### Data to use ###
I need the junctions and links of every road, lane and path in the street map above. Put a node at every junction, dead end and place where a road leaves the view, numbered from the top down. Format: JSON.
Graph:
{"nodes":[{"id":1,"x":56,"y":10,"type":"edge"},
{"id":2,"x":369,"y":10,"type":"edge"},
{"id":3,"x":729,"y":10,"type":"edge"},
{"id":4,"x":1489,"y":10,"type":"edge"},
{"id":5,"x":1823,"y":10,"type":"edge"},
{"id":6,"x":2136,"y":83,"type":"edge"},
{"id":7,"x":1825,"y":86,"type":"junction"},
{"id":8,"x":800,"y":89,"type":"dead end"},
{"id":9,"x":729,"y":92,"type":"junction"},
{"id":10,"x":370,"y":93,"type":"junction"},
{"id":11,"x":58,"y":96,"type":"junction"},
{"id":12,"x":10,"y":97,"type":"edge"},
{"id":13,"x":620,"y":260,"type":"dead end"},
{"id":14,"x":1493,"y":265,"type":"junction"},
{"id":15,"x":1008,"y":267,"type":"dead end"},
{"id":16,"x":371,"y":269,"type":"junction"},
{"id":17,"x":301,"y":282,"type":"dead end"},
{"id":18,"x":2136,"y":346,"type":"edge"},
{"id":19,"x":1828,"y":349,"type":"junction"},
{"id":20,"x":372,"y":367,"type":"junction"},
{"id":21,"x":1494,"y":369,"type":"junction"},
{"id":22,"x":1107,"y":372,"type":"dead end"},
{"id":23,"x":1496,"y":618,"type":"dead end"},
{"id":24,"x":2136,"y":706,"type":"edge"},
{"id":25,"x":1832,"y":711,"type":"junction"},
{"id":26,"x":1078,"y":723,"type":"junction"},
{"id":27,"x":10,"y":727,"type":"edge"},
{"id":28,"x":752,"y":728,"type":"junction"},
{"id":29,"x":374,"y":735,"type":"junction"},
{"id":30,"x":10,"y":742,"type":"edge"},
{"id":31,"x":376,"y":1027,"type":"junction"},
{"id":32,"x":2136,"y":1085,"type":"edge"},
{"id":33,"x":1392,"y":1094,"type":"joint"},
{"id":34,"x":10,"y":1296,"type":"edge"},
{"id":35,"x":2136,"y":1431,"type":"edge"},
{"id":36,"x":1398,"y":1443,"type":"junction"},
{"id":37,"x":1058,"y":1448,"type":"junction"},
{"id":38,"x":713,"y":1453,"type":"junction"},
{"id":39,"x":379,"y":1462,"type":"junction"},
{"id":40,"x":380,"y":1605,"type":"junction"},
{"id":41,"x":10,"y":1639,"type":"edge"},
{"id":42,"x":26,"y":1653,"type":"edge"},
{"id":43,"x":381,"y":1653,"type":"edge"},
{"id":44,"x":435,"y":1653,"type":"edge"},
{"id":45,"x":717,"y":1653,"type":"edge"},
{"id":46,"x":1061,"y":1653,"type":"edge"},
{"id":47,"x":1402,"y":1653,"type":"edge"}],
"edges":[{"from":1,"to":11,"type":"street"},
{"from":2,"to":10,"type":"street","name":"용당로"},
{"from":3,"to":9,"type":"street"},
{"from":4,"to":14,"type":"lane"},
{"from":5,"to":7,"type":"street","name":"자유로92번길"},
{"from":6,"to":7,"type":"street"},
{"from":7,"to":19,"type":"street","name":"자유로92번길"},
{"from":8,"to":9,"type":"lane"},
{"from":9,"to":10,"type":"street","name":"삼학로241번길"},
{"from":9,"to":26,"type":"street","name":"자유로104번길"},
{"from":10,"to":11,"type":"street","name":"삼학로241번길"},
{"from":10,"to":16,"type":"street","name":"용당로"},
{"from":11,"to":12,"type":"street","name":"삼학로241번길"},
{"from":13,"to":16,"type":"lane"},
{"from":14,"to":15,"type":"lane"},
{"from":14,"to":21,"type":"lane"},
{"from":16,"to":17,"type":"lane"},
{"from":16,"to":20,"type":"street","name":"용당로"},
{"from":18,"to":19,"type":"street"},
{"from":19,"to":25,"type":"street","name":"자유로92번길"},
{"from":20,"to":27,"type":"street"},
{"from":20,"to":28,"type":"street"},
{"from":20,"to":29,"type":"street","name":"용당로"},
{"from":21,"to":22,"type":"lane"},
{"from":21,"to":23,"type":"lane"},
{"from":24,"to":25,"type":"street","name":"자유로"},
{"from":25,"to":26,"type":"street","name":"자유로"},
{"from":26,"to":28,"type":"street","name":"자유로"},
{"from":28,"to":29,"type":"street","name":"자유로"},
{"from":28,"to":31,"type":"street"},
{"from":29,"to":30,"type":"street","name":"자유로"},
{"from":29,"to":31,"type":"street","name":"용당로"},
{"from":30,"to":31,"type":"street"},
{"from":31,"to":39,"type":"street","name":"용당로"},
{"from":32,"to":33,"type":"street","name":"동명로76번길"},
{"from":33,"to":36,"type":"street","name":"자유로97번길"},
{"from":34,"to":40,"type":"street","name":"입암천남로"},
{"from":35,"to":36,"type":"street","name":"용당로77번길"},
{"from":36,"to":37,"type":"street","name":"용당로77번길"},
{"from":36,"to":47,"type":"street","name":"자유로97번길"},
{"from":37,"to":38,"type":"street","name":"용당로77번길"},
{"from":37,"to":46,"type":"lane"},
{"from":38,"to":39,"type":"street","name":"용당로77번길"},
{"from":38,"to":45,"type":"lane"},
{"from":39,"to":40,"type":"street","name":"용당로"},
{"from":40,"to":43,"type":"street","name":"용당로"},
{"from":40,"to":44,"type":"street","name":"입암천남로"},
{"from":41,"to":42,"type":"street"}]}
###
• [Task brief]
Your answer must be an exact copy of every entry above.

• [Output for this task]
I need the junctions and links of every road, lane and path in the street map above. Put a node at every junction, dead end and place where a road leaves the view, numbered from the top down. Format: JSON.
Graph:
{"nodes":[{"id":1,"x":56,"y":10,"type":"edge"},
{"id":2,"x":369,"y":10,"type":"edge"},
{"id":3,"x":729,"y":10,"type":"edge"},
{"id":4,"x":1489,"y":10,"type":"edge"},
{"id":5,"x":1823,"y":10,"type":"edge"},
{"id":6,"x":2136,"y":83,"type":"edge"},
{"id":7,"x":1825,"y":86,"type":"junction"},
{"id":8,"x":800,"y":89,"type":"dead end"},
{"id":9,"x":729,"y":92,"type":"junction"},
{"id":10,"x":370,"y":93,"type":"junction"},
{"id":11,"x":58,"y":96,"type":"junction"},
{"id":12,"x":10,"y":97,"type":"edge"},
{"id":13,"x":620,"y":260,"type":"dead end"},
{"id":14,"x":1493,"y":265,"type":"junction"},
{"id":15,"x":1008,"y":267,"type":"dead end"},
{"id":16,"x":371,"y":269,"type":"junction"},
{"id":17,"x":301,"y":282,"type":"dead end"},
{"id":18,"x":2136,"y":346,"type":"edge"},
{"id":19,"x":1828,"y":349,"type":"junction"},
{"id":20,"x":372,"y":367,"type":"junction"},
{"id":21,"x":1494,"y":369,"type":"junction"},
{"id":22,"x":1107,"y":372,"type":"dead end"},
{"id":23,"x":1496,"y":618,"type":"dead end"},
{"id":24,"x":2136,"y":706,"type":"edge"},
{"id":25,"x":1832,"y":711,"type":"junction"},
{"id":26,"x":1078,"y":723,"type":"junction"},
{"id":27,"x":10,"y":727,"type":"edge"},
{"id":28,"x":752,"y":728,"type":"junction"},
{"id":29,"x":374,"y":735,"type":"junction"},
{"id":30,"x":10,"y":742,"type":"edge"},
{"id":31,"x":376,"y":1027,"type":"junction"},
{"id":32,"x":2136,"y":1085,"type":"edge"},
{"id":33,"x":1392,"y":1094,"type":"joint"},
{"id":34,"x":10,"y":1296,"type":"edge"},
{"id":35,"x":2136,"y":1431,"type":"edge"},
{"id":36,"x":1398,"y":1443,"type":"junction"},
{"id":37,"x":1058,"y":1448,"type":"junction"},
{"id":38,"x":713,"y":1453,"type":"junction"},
{"id":39,"x":379,"y":1462,"type":"junction"},
{"id":40,"x":380,"y":1605,"type":"junction"},
{"id":41,"x":10,"y":1639,"type":"edge"},
{"id":42,"x":26,"y":1653,"type":"edge"},
{"id":43,"x":381,"y":1653,"type":"edge"},
{"id":44,"x":435,"y":1653,"type":"edge"},
{"id":45,"x":717,"y":1653,"type":"edge"},
{"id":46,"x":1061,"y":1653,"type":"edge"},
{"id":47,"x":1402,"y":1653,"type":"edge"}],
"edges":[{"from":1,"to":11,"type":"street"},
{"from":2,"to":10,"type":"street","name":"용당로"},
{"from":3,"to":9,"type":"street"},
{"from":4,"to":14,"type":"lane"},
{"from":5,"to":7,"type":"street","name":"자유로92번길"},
{"from":6,"to":7,"type":"street"},
{"from":7,"to":19,"type":"street","name":"자유로92번길"},
{"from":8,"to":9,"type":"lane"},
{"from":9,"to":10,"type":"street","name":"삼학로241번길"},
{"from":9,"to":26,"type":"street","name":"자유로104번길"},
{"from":10,"to":11,"type":"street","name":"삼학로241번길"},
{"from":10,"to":16,"type":"street","name":"용당로"},
{"from":11,"to":12,"type":"street","name":"삼학로241번길"},
{"from":13,"to":16,"type":"lane"},
{"from":14,"to":15,"type":"lane"},
{"from":14,"to":21,"type":"lane"},
{"from":16,"to":17,"type":"lane"},
{"from":16,"to":20,"type":"street","name":"용당로"},
{"from":18,"to":19,"type":"street"},
{"from":19,"to":25,"type":"street","name":"자유로92번길"},
{"from":20,"to":27,"type":"street"},
{"from":20,"to":28,"type":"street"},
{"from":20,"to":29,"type":"street","name":"용당로"},
{"from":21,"to":22,"type":"lane"},
{"from":21,"to":23,"type":"lane"},
{"from":24,"to":25,"type":"street","name":"자유로"},
{"from":25,"to":26,"type":"street","name":"자유로"},
{"from":26,"to":28,"type":"street","name":"자유로"},
{"from":28,"to":29,"type":"street","name":"자유로"},
{"from":28,"to":31,"type":"street"},
{"from":29,"to":30,"type":"street","name":"자유로"},
{"from":29,"to":31,"type":"street","name":"용당로"},
{"from":30,"to":31,"type":"street"},
{"from":31,"to":39,"type":"street","name":"용당로"},
{"from":32,"to":33,"type":"street","name":"동명로76번길"},
{"from":33,"to":36,"type":"street","name":"자유로97번길"},
{"from":34,"to":40,"type":"street","name":"입암천남로"},
{"from":35,"to":36,"type":"street","name":"용당로77번길"},
{"from":36,"to":37,"type":"street","name":"용당로77번길"},
{"from":36,"to":47,"type":"street","name":"자유로97번길"},
{"from":37,"to":38,"type":"street","name":"용당로77번길"},
{"from":37,"to":46,"type":"lane"},
{"from":38,"to":39,"type":"street","name":"용당로77번길"},
{"from":38,"to":45,"type":"lane"},
{"from":39,"to":40,"type":"street","name":"용당로"},
{"from":40,"to":43,"type":"street","name":"용당로"},
{"from":40,"to":44,"type":"street","name":"입암천남로"},
{"from":41,"to":42,"type":"street"}]}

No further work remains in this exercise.